Due to these risks, contingencies and other uncertainties, you are cautioned not to place undue reliance on these forward-looking statements, which speak only as of the date of such statements. Except as provided by federal securities laws, Reynolds American is under no obligation to, and expressly disclaims any obligation, to update, alter or otherwise revise any forward-looking statements, whether written or oral, that may be made from time to time, whether as a result of new information, future events or otherwise.

Additional Information

Reynolds American will file with the SEC, a registration statement on Form S-4 that will include the Joint Proxy Statement of Reynolds American and Lorillard that also constitutes a prospectus of Reynolds American. Reynolds American and Lorillard plan to mail to their respective shareholders the Joint Proxy Statement/Prospectus in connection with the proposed transactions. INVESTORS AND SHAREHOLDERS ARE URGED TO READ THE JOINT PROXY STATEMENT/PROSPECTUS AND OTHER RELEVANT DOCUMENTS FILED OR TO BE FILED WITH THE SEC CAREFULLY WHEN THEY BECOME AVAILABLE BECAUSE THEY WILL CONTAIN IMPORTANT INFORMATION ABOUT REYNOLDS AMERICAN, LORILLARD, THE TRANSACTIONS AND RELATED MATTERS. Investors and shareholders will be able to obtain free copies of the Joint Proxy Statement/Prospectus and other documents filed with the SEC by Reynolds American and Lorillard through the website maintained by the SEC at www.sec.gov. In addition, investors and shareholders will be able to obtain free copies of the Joint Proxy Statement/Prospectus and other documents filed with the SEC by Reynolds American by contacting Reynolds American Investor Relations at raiinvestorrelations@reynoldsamerican.com or by calling (336)741-5165 or at Reynolds American’s website at www.reynoldsamerican.com, and will be able to obtain free copies of the Joint Proxy Statement/Prospectus and other documents filed with the SEC by Lorillard by contacting Lorillard Investor Relations at investorrelations@lortobco.com or by calling (336)335-7000 or at Lorillard’s website at www.lorillard.com.


This communication is not intended to and does not constitute an offer to sell or the solicitation of an offer to subscribe for or buy or an invitation to purchase or subscribe for any securities or the solicitation of any vote or approval in any jurisdiction pursuant to the acquisition, the merger or otherwise, nor shall there be any sale, issuance or transfer of securities in any jurisdiction in contravention of applicable law. No offer of securities shall be made except by means of a prospectus meeting the requirements of Section 10 of the Securities Act of 1933, as amended.
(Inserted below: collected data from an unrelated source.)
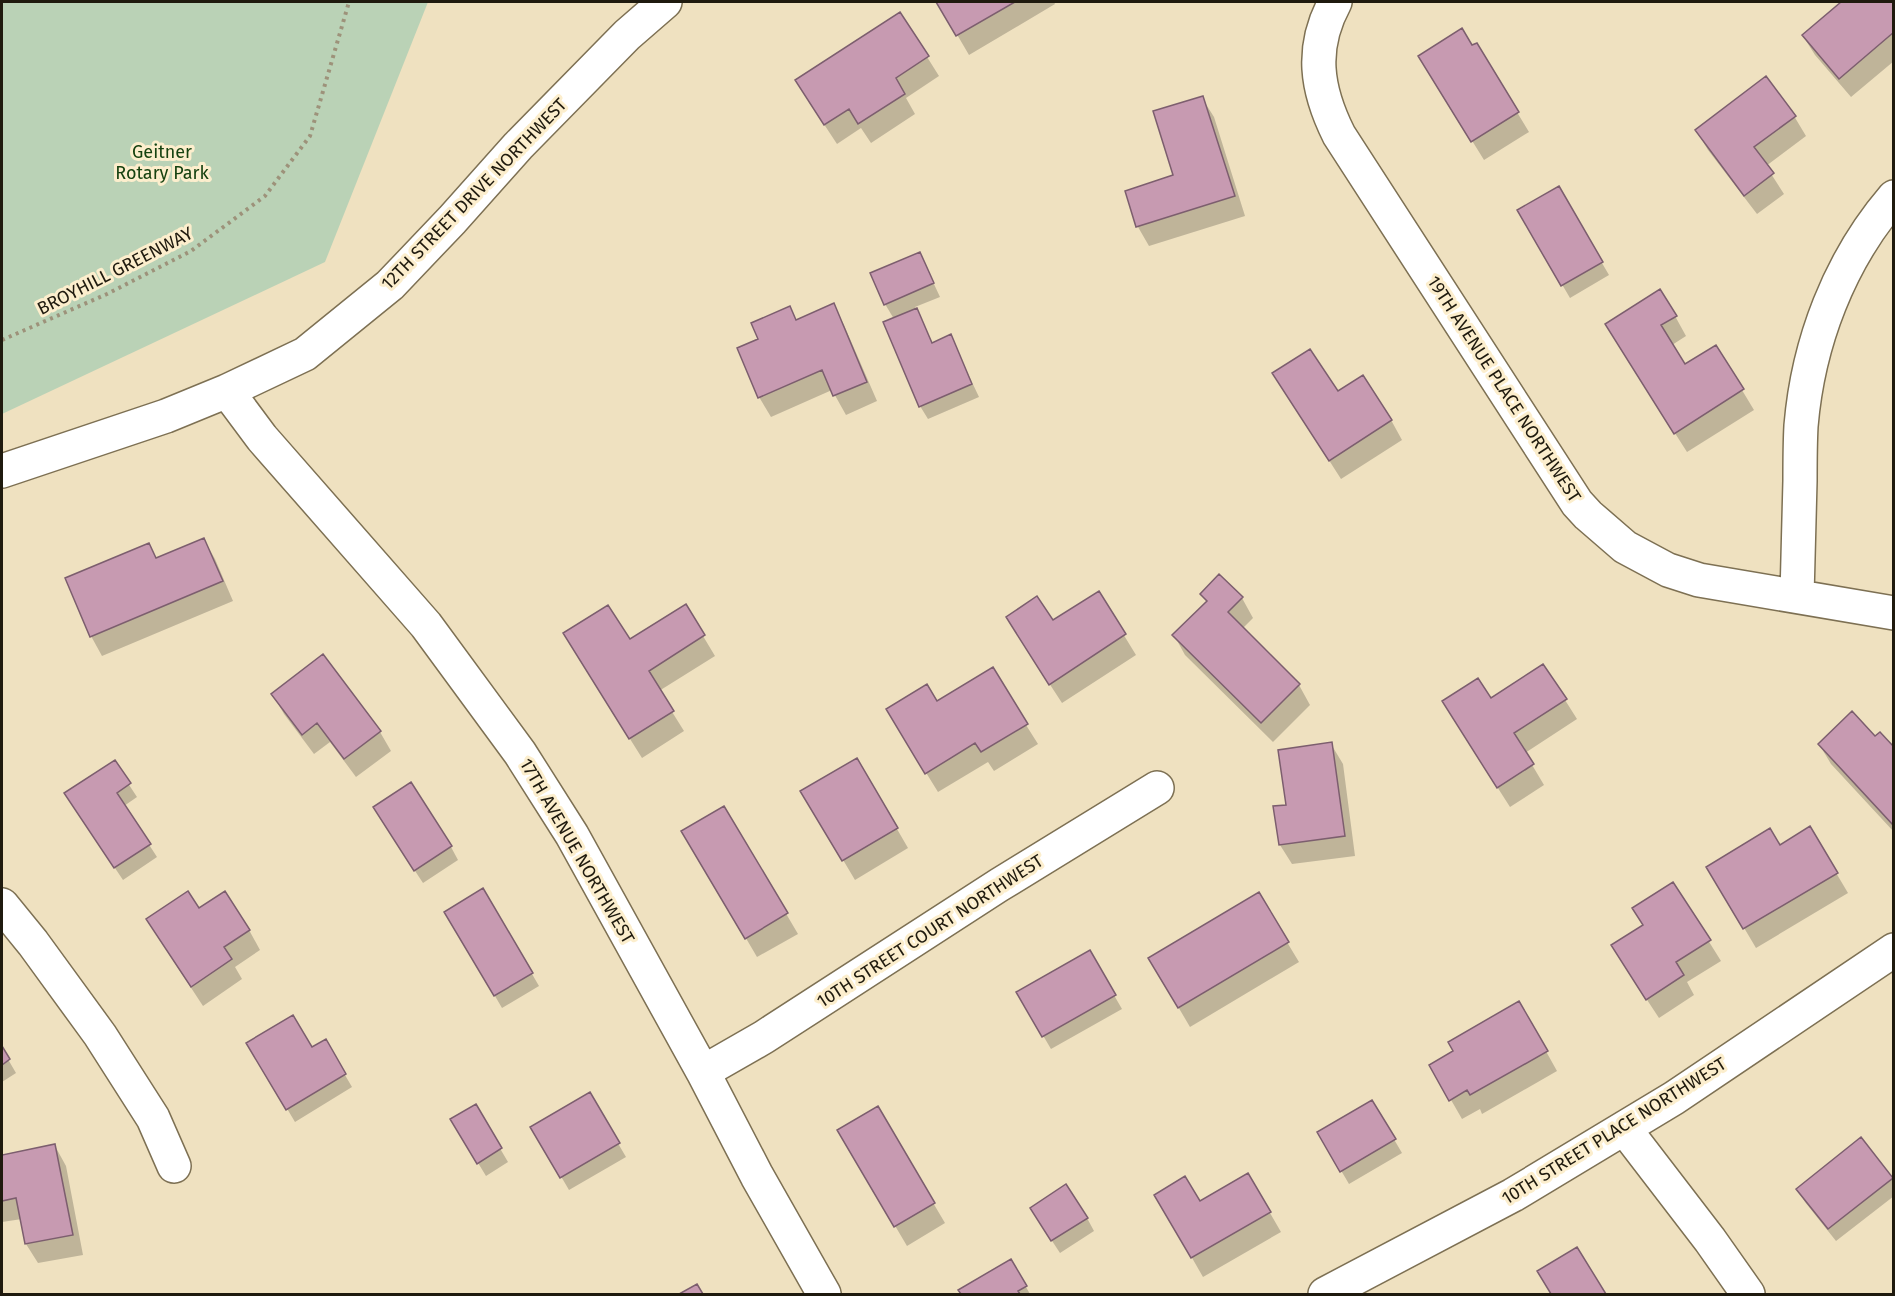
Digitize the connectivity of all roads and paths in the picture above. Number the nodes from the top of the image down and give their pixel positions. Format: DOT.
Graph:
graph roads {
  1 [pos="349,2"];
  2 [pos="665,2"];
  3 [pos="1335,2"];
  4 [pos="1893,197"];
  5 [pos="2,340"];
  6 [pos="227,391"];
  7 [pos="2,471"];
  8 [pos="1797,596"];
  9 [pos="1893,613"];
  10 [pos="1157,788"];
  11 [pos="2,904"];
  12 [pos="1893,950"];
  13 [pos="703,1072"];
  14 [pos="1624,1128"];
  15 [pos="174,1166"];
  16 [pos="824,1294"];
  17 [pos="1325,1294"];
  18 [pos="1748,1294"];
  1 -- 5 [label="path, BROYHILL GREENWAY"];
  2 -- 6 [label="street, 12TH STREET DRIVE NORTHWEST"];
  3 -- 8 [label="street, 19TH AVENUE PLACE NORTHWEST"];
  4 -- 8 [label="street"];
  6 -- 7 [label="street, 12TH STREET DRIVE NORTHWEST"];
  6 -- 13 [label="street, 17TH AVENUE NORTHWEST"];
  8 -- 9 [label="street, 19TH AVENUE PLACE NORTHWEST"];
  10 -- 13 [label="street, 10TH STREET COURT NORTHWEST"];
  11 -- 15 [label="street"];
  12 -- 14 [label="street, 10TH STREET PLACE NORTHWEST"];
  13 -- 16 [label="street, 17TH AVENUE NORTHWEST"];
  14 -- 17 [label="street, 10TH STREET PLACE NORTHWEST"];
  14 -- 18 [label="street"];
}
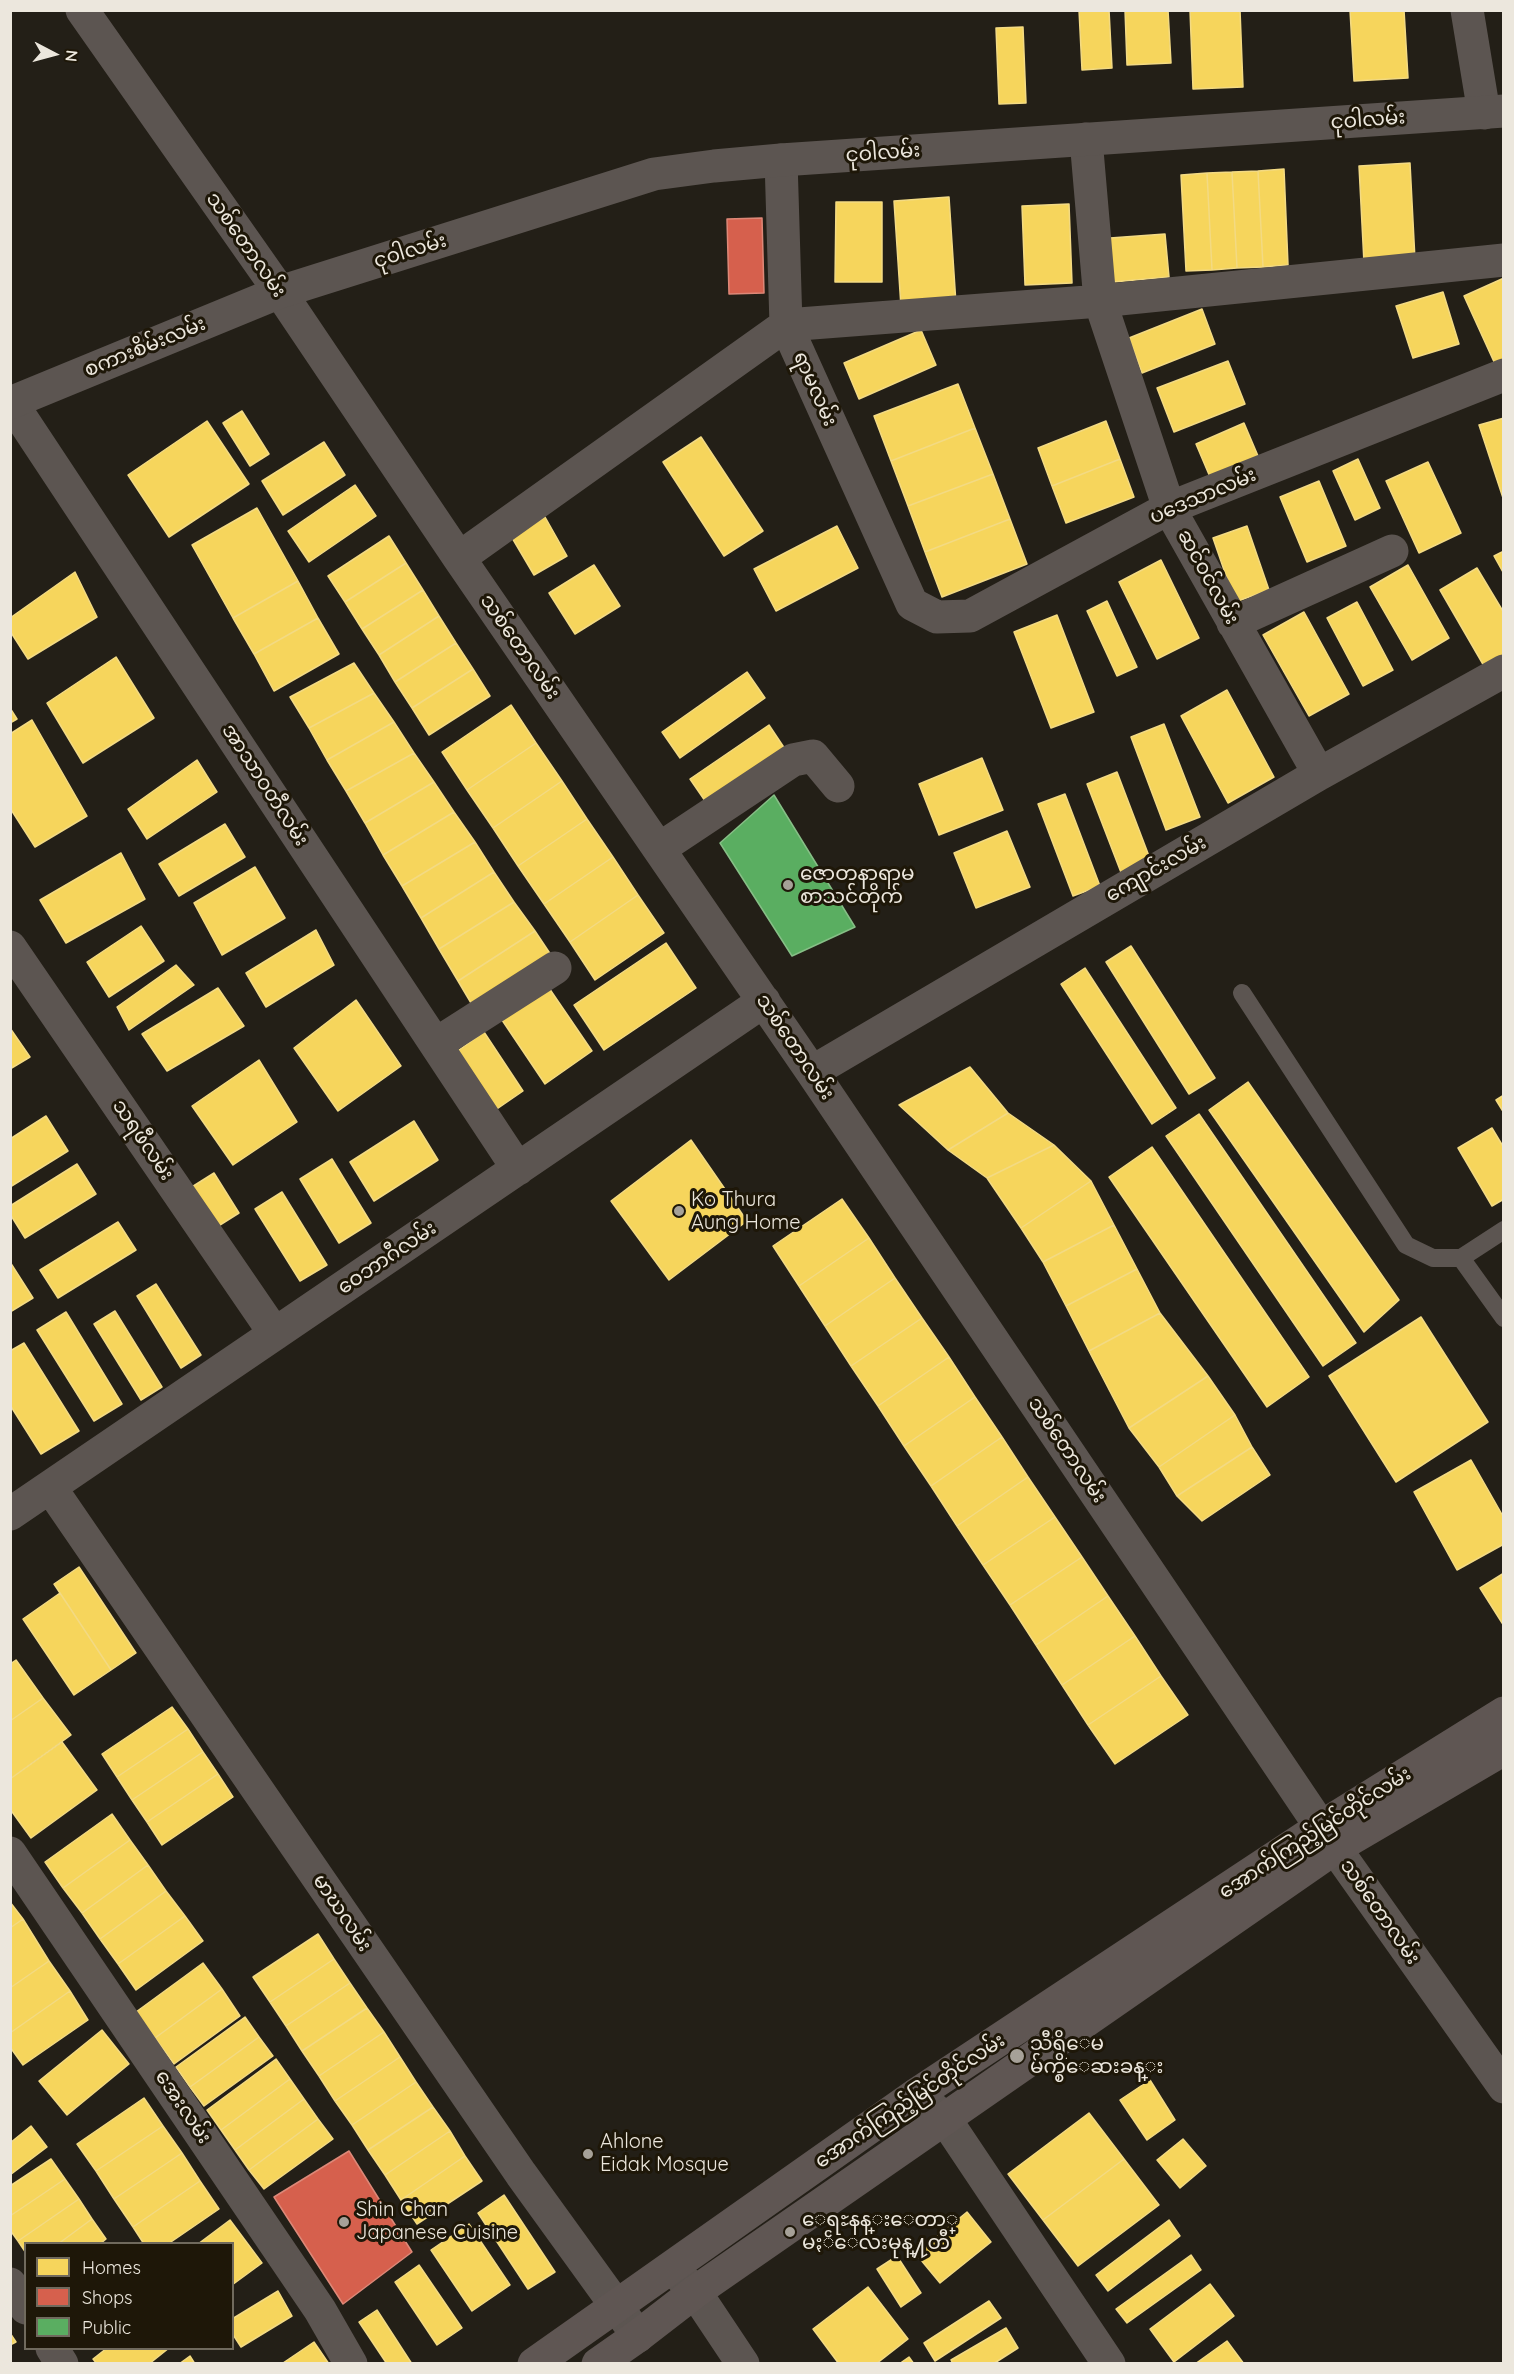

Reynolds and Lorillard and certain of their respective directors and executive officers and employees may be considered participants in the solicitation of proxies from the respective shareholders of Reynolds and stockholders of Lorillard in respect of the transactions contemplated by the Joint Proxy Statement/Prospectus. Information regarding the persons who may, under the rules of the SEC, be deemed participants in the solicitation of the respective shareholders of Reynolds and stockholders of Lorillard in connection with the proposed transactions, including a description of their direct or indirect interests, by security holdings or otherwise, will be set forth in the Joint Proxy Statement/Prospectus when it is filed with the SEC. Information regarding Reynolds’s directors and executive officers is contained in Reynolds’s Annual Report on Form 10-K for the fiscal year ended December 31, 2013, which is filed with the SEC. Information regarding Lorillard’s directors and executive officers is contained in Lorillard’s Annual Report on Form 10-K for the fiscal year ended December 31, 2013, which is filed with the SEC.